М-р Верн спросил меня, каков мой маршрут, и я, весьма довольная тем, что могла говорить о том, что он мог понять, ответила ему:
– Сначала из Нью-Йорка в Лондон, затем Кале, Бриндизи, Порт-Саид, Исмаилия, Суэц, Аден, Коломбо, Пинанг, Сингапур, Гонконг, Йокогама, Сан-Франциско и снова Нью-Йорк.
– А почему вы не посетите Бомбей, как это сделал мой герой Филеас Фогг? – спросил м-р Верн.
– Потому что я больше хочу спасти время, чем молодую вдову, – ответила я.
– Вы могли бы спасти молодого вдовца до своего возвращения, – улыбнулся м-р Верн.
Я тоже улыбнулась – той всепонимающей улыбкой, каковой всегда в таких случаях улыбаются пока еще ни в кого не влюбленные девушки.
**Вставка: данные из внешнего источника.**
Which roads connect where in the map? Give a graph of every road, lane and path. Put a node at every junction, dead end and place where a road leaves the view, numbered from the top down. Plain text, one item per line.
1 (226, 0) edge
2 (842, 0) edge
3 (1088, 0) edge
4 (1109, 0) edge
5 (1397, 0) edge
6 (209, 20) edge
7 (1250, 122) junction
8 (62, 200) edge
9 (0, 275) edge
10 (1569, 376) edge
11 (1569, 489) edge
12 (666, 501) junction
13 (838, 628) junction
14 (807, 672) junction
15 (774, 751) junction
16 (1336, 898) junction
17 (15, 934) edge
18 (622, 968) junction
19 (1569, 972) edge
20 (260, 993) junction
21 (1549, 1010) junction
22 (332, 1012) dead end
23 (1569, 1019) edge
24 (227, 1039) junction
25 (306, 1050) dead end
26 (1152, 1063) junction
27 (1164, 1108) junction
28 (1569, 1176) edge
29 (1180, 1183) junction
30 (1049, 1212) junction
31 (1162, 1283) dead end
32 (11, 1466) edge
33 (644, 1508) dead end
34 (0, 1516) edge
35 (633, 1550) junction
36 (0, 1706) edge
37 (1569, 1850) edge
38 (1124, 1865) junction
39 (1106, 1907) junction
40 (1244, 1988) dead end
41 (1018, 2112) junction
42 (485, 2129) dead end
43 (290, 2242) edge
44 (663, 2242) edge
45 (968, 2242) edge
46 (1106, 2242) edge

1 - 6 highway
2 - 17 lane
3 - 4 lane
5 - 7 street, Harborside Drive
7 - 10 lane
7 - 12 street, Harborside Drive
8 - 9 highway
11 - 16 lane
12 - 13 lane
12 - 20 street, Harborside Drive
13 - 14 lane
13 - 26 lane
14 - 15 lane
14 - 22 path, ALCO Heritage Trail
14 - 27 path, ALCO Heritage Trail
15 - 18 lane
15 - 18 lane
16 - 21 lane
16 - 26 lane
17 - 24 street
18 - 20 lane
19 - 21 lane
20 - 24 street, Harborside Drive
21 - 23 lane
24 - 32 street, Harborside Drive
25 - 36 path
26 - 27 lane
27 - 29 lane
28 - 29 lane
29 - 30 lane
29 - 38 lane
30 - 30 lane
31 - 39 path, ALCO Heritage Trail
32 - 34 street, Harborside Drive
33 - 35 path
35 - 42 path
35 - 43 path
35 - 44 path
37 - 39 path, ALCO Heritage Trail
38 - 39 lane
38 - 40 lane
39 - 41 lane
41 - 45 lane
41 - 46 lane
Глянув на свои маленькие наручные часики, я обнаружила, что времени у меня осталось уже очень немного. Был только один поезд, на котором я могла из Амьена уехать в Кале, и если бы я его упустила, мне пришлось бы просто взять и тем же путем, которым я прибыла сюда, вернуться в Нью-Йорк, ибо опоздание на этот поезд означала задержку на целую неделю.
– Если м-р Верн не сочтет это за дерзость, я хотела бы увидеть его кабинет, прежде чем покинуть его дом, – сказала я.
Он ответил, что был бы невероятно счастлив показать его мне, и как только моя просьба была ему переведена, мадам Верн встала и зажгла одну из высоких восковых свечей.
Бодрым и упругим шагом, словно юная девушка, идя впереди, она возглавляла нашу процессию. М-р Верн, который по причине ранения немного хромает, следовал за ней, а мы замыкали кортеж. Миновав оранжерею, мы вошли в небольшую комнату, путь из которой продолжился по спиральной, а точнее говоря, винтовой лестнице. Останавливаясь на каждом витке, мадам Верн зажигала газовый светильник.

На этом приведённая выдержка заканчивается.